ReaxFF MD on a ~26k-atom coal model with diverse nitrogen functionalities follows N partitioning during pyrolysis and combustion. The abstract reports that >65% N remains in char after pyrolysis, ~25% enters tar, and combustion with 10,000 O2 molecules yields trends for NH3, HCN, HNCO, NO and radicals (CN, NH2/NH, COxN, HOxN), with pyrrolic-N highlighted as especially active. The extended abstract ties fuel-N tracking to NOx control in clean coal conversion: because experiments struggle to resolve radical populations during fast pyrolysis and combustion, ReaxFF trajectories are presented as a complement for atomic-scale N migration and gas-phase product evolution.

Methods

MD application (ReaxFF). Reactive MD uses GMD-Reax (GPU-oriented ReaxFF implementation named in the conference PDF) with the Mattsson coal/char ReaxFF parameterization referenced there. Coal supercell: stoichiometry C₁₄₁₈₈H₁₁₄₆₁N₁₂₂O₆₅₈S₅₈ (26,487 atoms) built from a Liulin coal skeleton; N is partitioned among pyrrolic, pyridinic, quaternary, and –NH₂ motifs using XPS-motivated fractions quoted in the text. Equilibration: both pyrolysis and combustion geometries are NPT-relaxed at 500 K, 1 atm. Combustion setup: a ~204.6 Å cubic PBC cell containing the coal model plus 10,000 O₂ molecules. Heating ramps: 500–2500 K (pyrolysis) and 1000–3000 K (combustion) at 2 K/ps; velocity–Verlet integration with Δt = 0.25 fs and a Berendsen thermostat (as stated in the PDF). Reaction mining uses VARxMD.
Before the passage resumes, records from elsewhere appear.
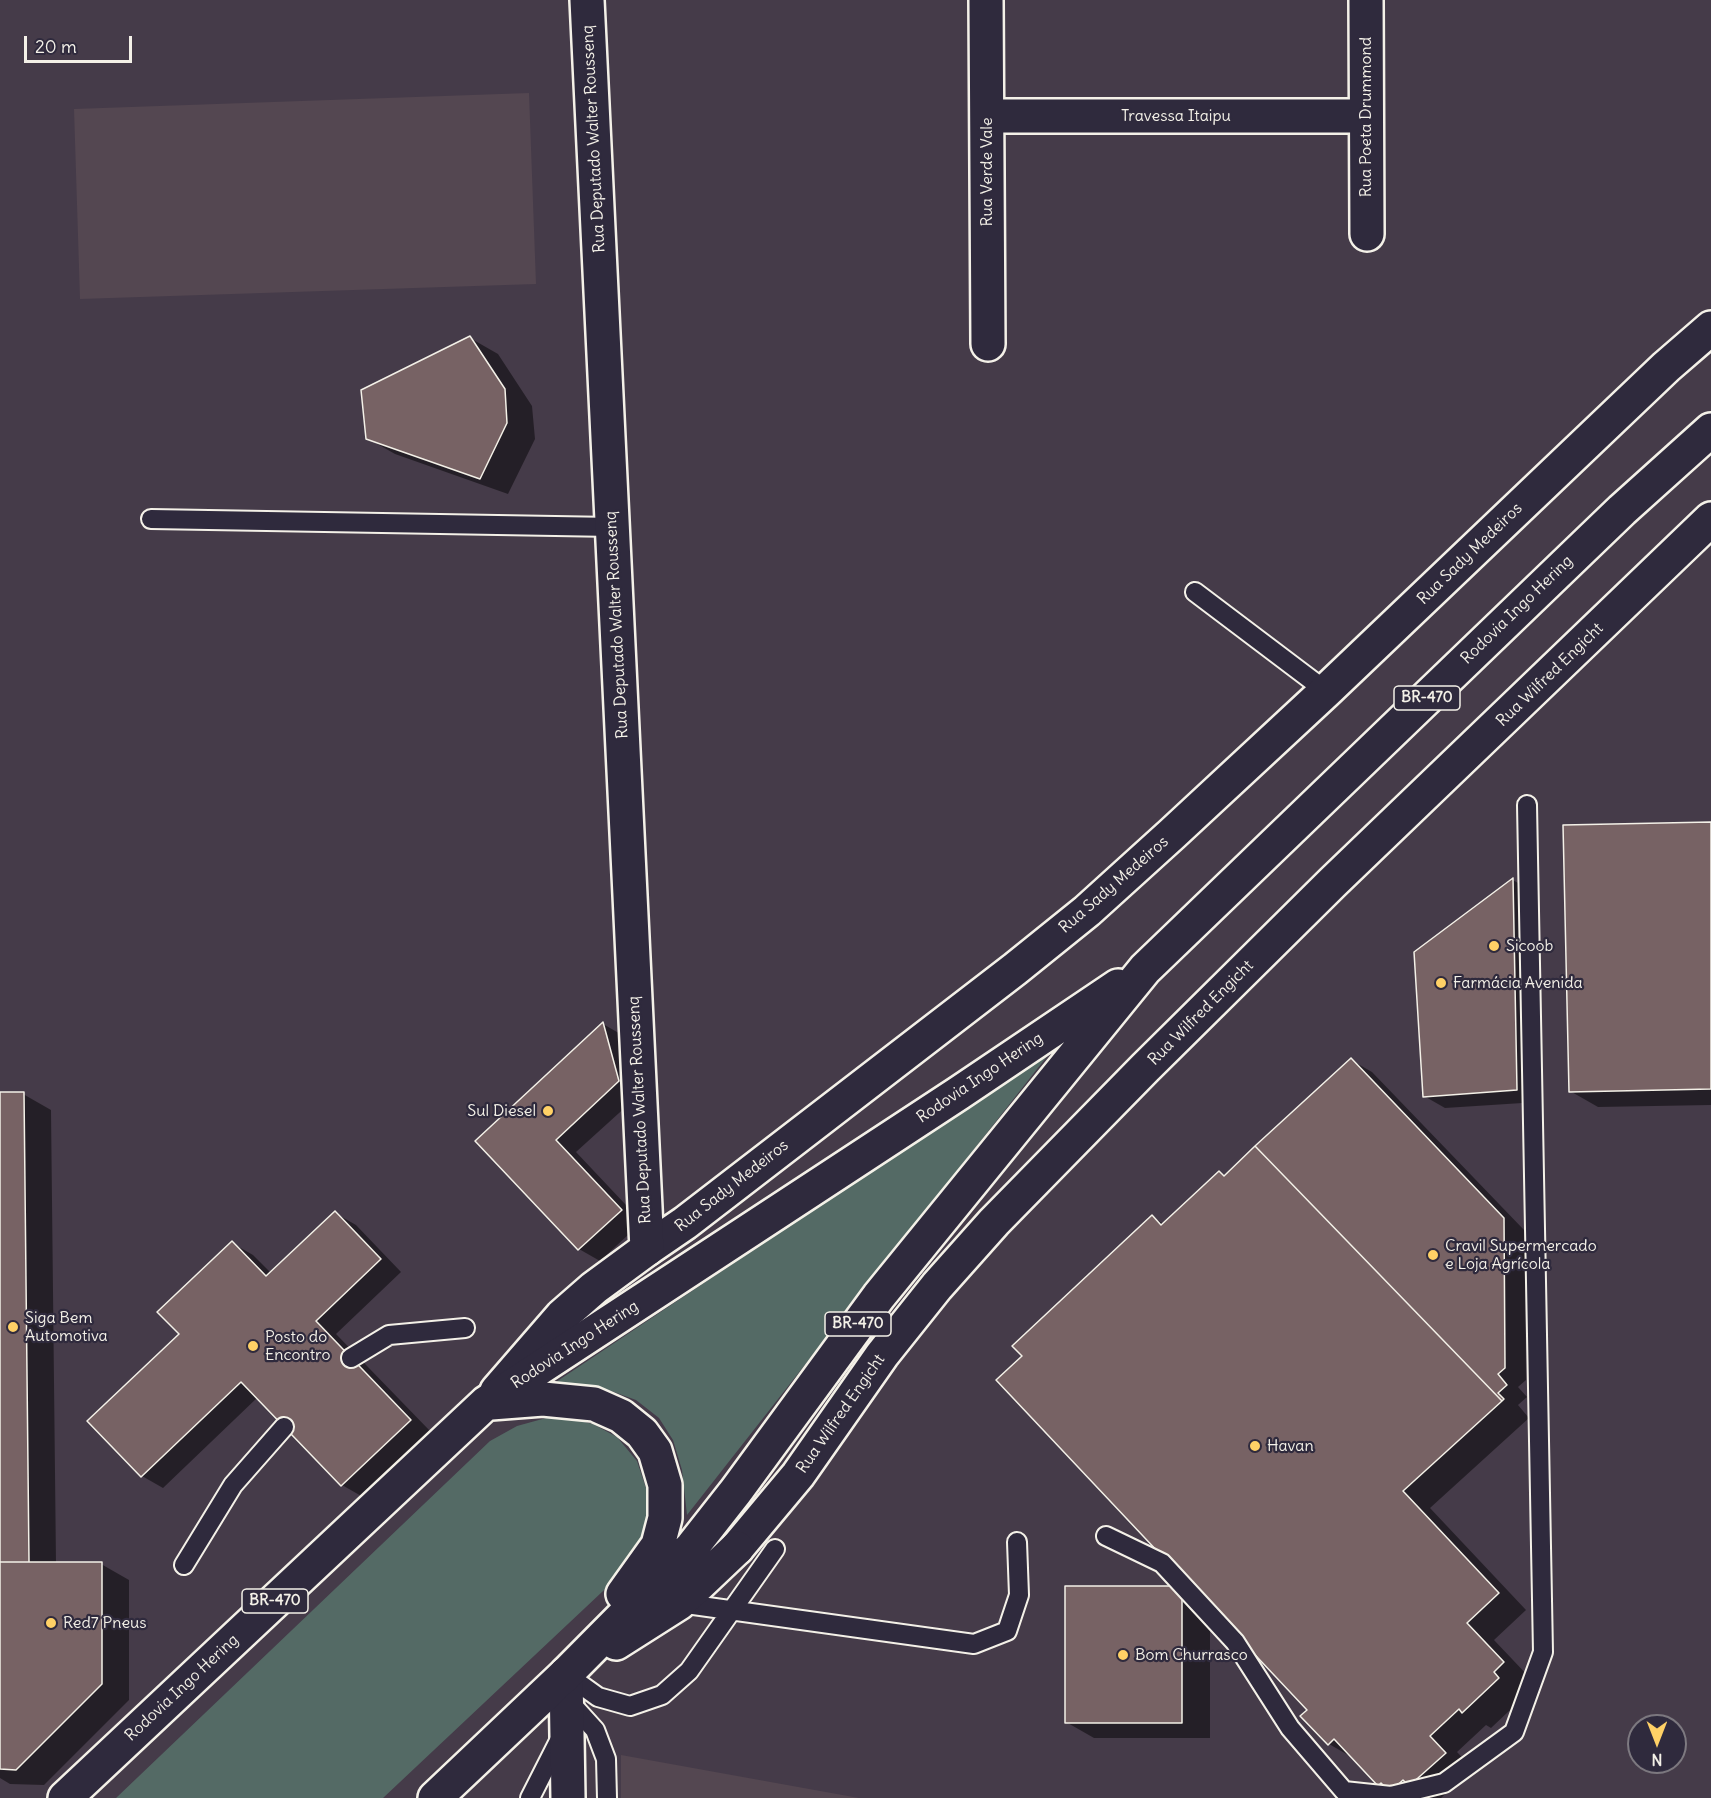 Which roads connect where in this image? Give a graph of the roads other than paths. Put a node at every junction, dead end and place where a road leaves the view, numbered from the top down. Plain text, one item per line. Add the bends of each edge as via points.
1 (588, 0) edge
2 (986, 0) edge
3 (1366, 0) edge
4 (987, 116) junction
5 (1366, 116) junction
6 (1367, 234) dead end
7 (1711, 328) edge
8 (988, 344) dead end
9 (1711, 430) edge
10 (151, 519) dead end
11 (1711, 519) edge
12 (613, 528) junction
13 (1195, 592) dead end
14 (1326, 691) junction
15 (1527, 805) dead end
16 (1145, 969) junction
17 (647, 1249) junction
18 (465, 1328) dead end
19 (351, 1358) dead end
20 (486, 1403) junction
21 (284, 1427) dead end
22 (1106, 1536) dead end
23 (1017, 1542) dead end
24 (775, 1549) dead end
25 (184, 1565) dead end
26 (679, 1603) junction
27 (733, 1610) junction
28 (567, 1699) junction
29 (65, 1798) edge
30 (435, 1798) edge
31 (530, 1798) edge
32 (568, 1798) edge
33 (607, 1798) edge

1 - 12 main road, Rua Deputado Walter Roussenq
2 - 4 main road, Rua Verde Vale
3 - 5 main road, Rua Poeta Drummond
4 - 5 main road, Travessa Itaipu
4 - 8 main road, Rua Verde Vale
5 - 6 main road, Rua Poeta Drummond
7 - 14 main road, Rua Sady Medeiros
9 - 16 main road, Rodovia Ingo Hering / BR-470 via 1622,510
10 - 12 lane
11 - 26 main road, Rua Wilfred Engicht via 1333,882 994,1222 903,1329 798,1475 737,1548
12 - 17 main road, Rua Deputado Walter Roussenq
13 - 14 lane
14 - 17 main road, Rua Sady Medeiros via 1087,911
15 - 22 lane via 1543,1652 1514,1732 1444,1783 1391,1796 1344,1791 1290,1728 1235,1642 1162,1563
16 - 20 main road, Rodovia Ingo Hering / BR-470
16 - 28 main road, Rodovia Ingo Hering / BR-470 via 879,1296 736,1491
17 - 20 main road, Rua Sady Medeiros via 562,1316
18 - 19 lane via 389,1335
20 - 28 main road via 543,1399 594,1404 621,1416 642,1433 655,1451 665,1485 665,1518 658,1545
20 - 29 main road, Rodovia Ingo Hering / BR-470
21 - 25 lane via 232,1485
23 - 27 lane via 1020,1595 1006,1631 974,1644
24 - 27 lane
26 - 27 lane
26 - 28 main road, Rua Wilfred Engicht
27 - 28 lane via 689,1671 662,1695 630,1706 598,1697
28 - 30 main road, Rodovia Ingo Hering / BR-470
28 - 31 lane
28 - 32 main road
28 - 33 lane via 595,1730 606,1759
Force-field training and standalone static QM are N/A for the headline workflow.

Barostat details after 500 K equilibration, total simulated time per ramp stage, post-ramp production segments, pyrolysis-only cell vectors, electric fields, and replica exchange are not transcribed numerically from the indexed conference pages—see the PDF for any additional timing tables.

Findings

Pyrolysis partitioning: trajectory analysis reports >65% of N retained in char and ~25% migrating to tar-range fragments (percentages as stated in the abstract). Temperature trends: N in C₄₀⁺ fragments changes slowly 500–1300 K, then redistributes rapidly ~1300–1900 K with growth of N in C₅–C₄₀ species (qualitative description in the PDF). Combustion gases: tracks NH₃, HCN, HNCO, NO and radicals/intermediates (CN, NH₂/NH, COₓN, HOₓN) with only minor N₂, NO₂, N₂O generation in the summarized runs. Mechanism hooks: NO tied to NH oxidation and subsequent HOₓN/COₓN pathways; HNCO feeds COₓN species that influence NOₓ evolution; pyrrolic-N highlighted as most active, with O₂ H-abstraction on N–H promoting combustion chemistry.

Limitations

Conference proceedings extended abstract (no DOI in front matter); claims should be checked against any peer-reviewed follow-on publication. Hardware/runtime remarks in the PDF are illustrative, not transferable performance benchmarks.

Relevance to group

Corpus coal + ReaxFF snapshot complementary to combustion and hydrocarbon ReaxFF applications.

Citations and evidence anchors

  • No DOI in front matter; cite conference abstract PDF path above.